そう、この世界には風呂の文化がある。一般市民まで自宅に風呂があるわけではないが、公衆浴場は普及している。
そしてここはミュヘン男爵邸。高位の貴族ではないとはいえ、そこそこの広さの風呂が完備されていた。
日本人としては満足である。
因みに、シュニが始めて風呂に入るとき、一悶着あった。風呂に入るのが始めてのシュニが俺に着いて風呂場に入ってこようとしたのだ。
結局、シュニは後でそれなりに接すれるようになっていたメイド長さんに洗って貰ったのだが、あの時はヒヤッとした。
「そういや誠はもう王都は見て回ったか?」
そして俺は今、風呂を上がり、居間で涼んでいた。そこに自室から出てきた透が言う。
「いや、してないが……」
「シュニちゃんがだいぶ暇そうにしてるぞ。基本的にお前が構ってやらないと何も動かない娘だからな」
「……どうしたの?」
自分の名前を出されてたシュニがこちらを見て首を傾げる。
確かに、ここへ来てからやっていることといったら自室でスキルの練習か今のように今後について話したり行動しているのがが殆どだ。
その間、シュニは俺の練習を見ているか部屋でぐーたらしているかだ。
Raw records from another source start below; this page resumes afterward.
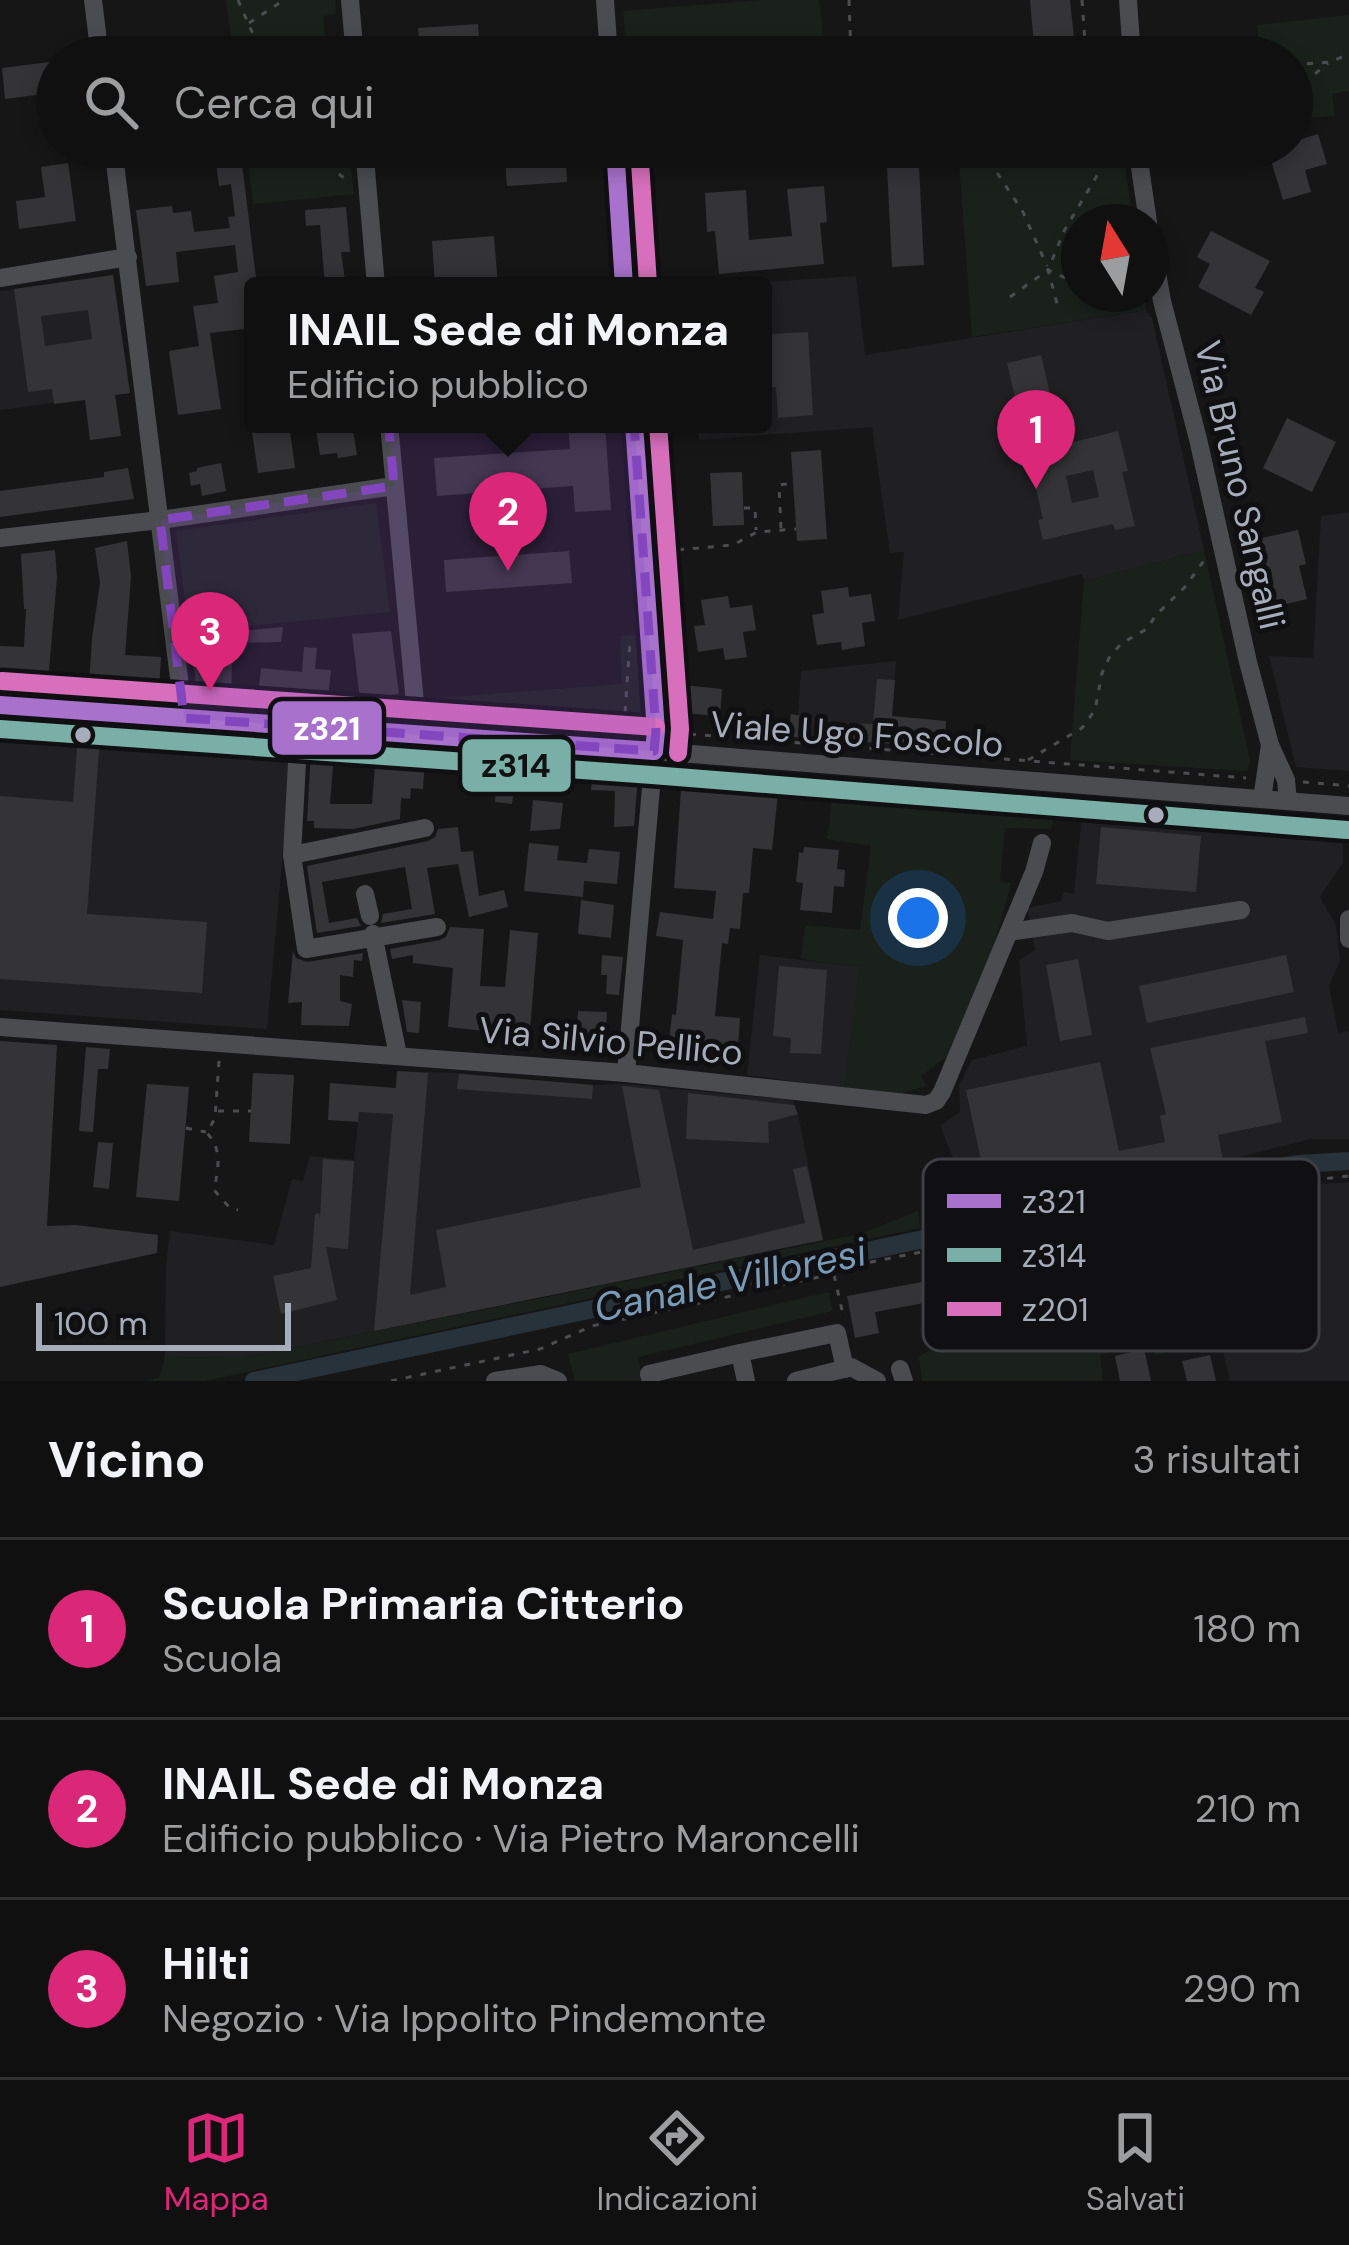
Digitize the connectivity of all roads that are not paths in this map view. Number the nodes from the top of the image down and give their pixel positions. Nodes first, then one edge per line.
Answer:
1 (92, 0) edge
2 (350, 0) edge
3 (605, 0) edge
4 (1128, 0) edge
5 (97, 36) edge
6 (353, 36) edge
7 (608, 36) edge
8 (1131, 36) edge
9 (116, 168) edge
10 (366, 168) edge
11 (616, 168) edge
12 (1139, 168) edge
13 (1145, 204) edge
14 (128, 257) junction
15 (375, 277) edge
16 (623, 277) edge
17 (0, 278) edge
18 (1165, 312) edge
19 (390, 433) edge
20 (635, 433) edge
21 (394, 486) junction
22 (160, 520) junction
23 (0, 538) edge
24 (0, 705) edge
25 (184, 718) junction
26 (299, 726) junction
27 (418, 735) junction
28 (1270, 745) junction
29 (653, 761) junction
30 (1262, 799) junction
31 (1288, 801) junction
32 (1349, 806) edge
33 (425, 828) dead end
34 (1042, 843) dead end
35 (292, 855) junction
36 (365, 894) dead end
37 (1241, 910) dead end
38 (1349, 919) edge
39 (437, 927) dead end
40 (372, 930) junction
41 (1009, 932) junction
42 (1349, 939) edge
43 (0, 1027) edge
44 (398, 1055) junction
45 (626, 1073) junction
46 (740, 1353) junction
47 (845, 1369) junction
48 (550, 1378) edge
49 (495, 1381) edge
50 (651, 1381) edge
51 (746, 1381) edge
52 (796, 1381) edge
53 (877, 1381) edge

1 - 5 street
2 - 6 street
3 - 7 street
4 - 8 street
9 - 14 street
10 - 15 street
11 - 16 street
12 - 13 street
14 - 17 street
14 - 22 street
18 - 28 street, Via Bruno Sangalli
19 - 21 street
20 - 29 street
21 - 22 street
21 - 27 street
22 - 23 street
22 - 25 street
24 - 25 street, Viale Ugo Foscolo
25 - 26 street, Viale Ugo Foscolo
26 - 27 street, Viale Ugo Foscolo
26 - 35 street
27 - 29 street, Viale Ugo Foscolo
28 - 30 street, Via Bruno Sangalli
28 - 31 street, Via Bruno Sangalli
29 - 30 street, Viale Ugo Foscolo
29 - 45 street
30 - 31 street, Viale Ugo Foscolo
31 - 32 street, Viale Ugo Foscolo
33 - 35 street
34 - 41 street, Via Silvio Pellico
35 - 40 street
36 - 40 street
37 - 41 street
38 - 42 street
39 - 40 street
40 - 44 street
41 - 45 street, Via Silvio Pellico
43 - 44 street, Via Silvio Pellico
44 - 45 street, Via Silvio Pellico
46 - 47 street
46 - 50 street
46 - 51 street
47 - 52 street
47 - 53 street
48 - 49 street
そりゃあ暇だろう。
「他の奴らはもうだいぶ散策をしているらしいぞ。この前も美味しい店だとか良い呉服店とかの話をしてんのを聴いたし」
透が言うように、クラスメイト……特に一部の女子たちは毎日のように王都観光を楽しんでいるらしい。
「散策かぁ……シュニ、行ってみたいか?」
「うーん……でも歩くとお腹すきそう」
「そういや誠は王国から貰った金、全く使ってないだろ。それで飯でも食えばいいんじゃないか?」
王国に滞在するに辺り王国から支給されたお金。一人当たり十万ギナティハイル。シェリネーラさんがくれた五万ハイルと合わせて日本円換算十五万円。その内、マイーラの街でシュニに一万五千ハイルの短剣とその他少し食べ物などを買ったため、残りは現在十二万七千ハイルだ。
王都の物価が分からないとは言え、観光程度には十分過ぎるだろう。
「そうだな……まあ、今度暇な時にな」
ヤバい。
ただでさえ修正後回しにしてるのに、更新が追いつかれそう……えっと、十一話を……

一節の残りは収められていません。